Brasília, 20 - A Confederação da Agricultura e Pecuária do Brasil (CNA) estimou hoje que apenas 18% da safra de soja 2008/09, que está sendo plantada, foi vendida antecipadamente até o momento. O porcentual está muito abaixo da média histórica dos últimos anos, que é de 45% para esta época do ano.

Os dados foram apresentados hoje pela presidente eleita da CNA, senadora Kátia Abreu (DEM-TO).

Ela acrescentou que há problemas na comercialização do trigo, que está sendo vendido a R$ 25 a saca, enquanto o custo é de R$ 28 a saca. "A situação do milho é ainda mais grave", disse ela, referendo-se à diferença entre preço recebido pelo agricultor e o custo de produto, ressaltando que o estoque do cereal soma 13 milhões de toneladas, o que corresponde ao volume produzido na segunda safra do ano, ou safrinha de inverno. Kátia Abreu comentou ainda que, no caso da cana-de-açúcar, os usineiro estão inadimplentes e resistem em fechar novos contratos para a compra da safra futura.

Diante desse quadro, ela defendeu a ampliação do orçamento para as políticas de apoio à comercialização da safra. A senadora informou que um comitê do Congresso Nacional, presidido pelo deputado Eliseu Padilha (PMDB-RS), recusou uma emenda aprovada na semana passada na Comissão de Agricultura, a qual previa alocação adicional de R$ 2,5 bilhões para as políticas de apoio à comercialização.

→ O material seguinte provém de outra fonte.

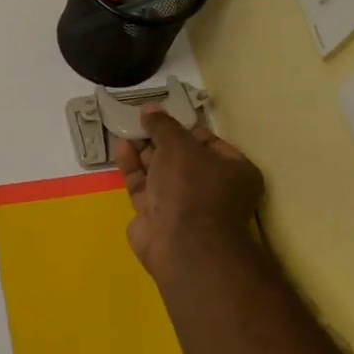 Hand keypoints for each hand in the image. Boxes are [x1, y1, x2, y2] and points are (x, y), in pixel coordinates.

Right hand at [113, 109, 266, 276]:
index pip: (206, 141)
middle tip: (136, 118)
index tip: (159, 113)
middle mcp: (210, 187)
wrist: (182, 244)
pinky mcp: (156, 216)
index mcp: (233, 170)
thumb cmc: (193, 187)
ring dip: (142, 150)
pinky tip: (121, 147)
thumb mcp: (179, 146)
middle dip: (158, 138)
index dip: (181, 126)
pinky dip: (133, 167)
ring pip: (159, 171)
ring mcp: (182, 204)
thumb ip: (163, 126)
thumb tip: (150, 109)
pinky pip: (144, 185)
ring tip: (124, 128)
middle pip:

O orçamento original enviado pelo governo ao Congresso previa R$ 1,5 bilhão para comercialização da safra. Se for levada adiante, a emenda aprovada na Comissão de Agricultura representaria crédito de R$ 4 bilhões para essa rubrica. "Se estivéssemos numa época de bonança, não haveria problema para absorver o excedente de produção mas, em época de crise, precisamos de meios para garantir a comercialização", explicou.

A senadora criticou também a elevada carga tributária incidente sobre o setor de alimentos. Disse que, em média, o nível de impostos é de 16,4% no Brasil. Nos Estados Unidos, a carga é de apenas 5%, enquanto na Europa é 7%. De acordo com números da CNA, o governo arrecada cerca de R$ 11,2 bilhões com impostos cobrados no setor de alimentos.

Longo Prazo

Kátia Abreu defendeu uma política de longo prazo para o setor agrícola, que garanta a renda para a atividade. Ela afirmou que nos EUA, Japão e países da União Européia existem mecanismos de renda. No caso dos EUA, é repassado ao consumidor e na UE e Japão é repassado para o contribuinte por meio de impostos.

A senadora também criticou decisão dos bancos das montadoras de confiscar máquinas agrícolas, para garantir pagamento de financiamento atrasado. Ela considerou que o produtor não paga a dívida porque não tem condições. "Estamos no limite máximo", afirmou. Kátia Abreu citou exemplo de produtor de Goiás, que comprou uma colheitadeira em 2006, pela qual financiou R$ 750 mil. Hoje a dívida desse produtor é de R$ 1,3 milhão. Uma máquina usada vale R$ 300 mil e uma nova R$ 450 mil. A taxa de juros desse empréstimo é de 14,65% ao ano. De acordo com a senadora, a cada nova rodada de renegociação, a dívida cresce 25%.

Ela também defendeu uma ampla política de seguro rural, que proteja a renda do produtor em caso de quebra de safra, provocada por risco climático. E disse que o seguro rural demandaria US$ 2 bilhões. "O governo não destina nem R$ 50 milhões para o seguro rural; um valor ridículo", lamentou. Kátia Abreu observou que o governo deve liberar recursos para o setor agrícola em meio à decisão das tradings de reduzir a oferta de crédito. "O banco nunca foi parceiro. Quem precisa apoiar o agricultor num momento de crise é o Tesouro Nacional", concluiu.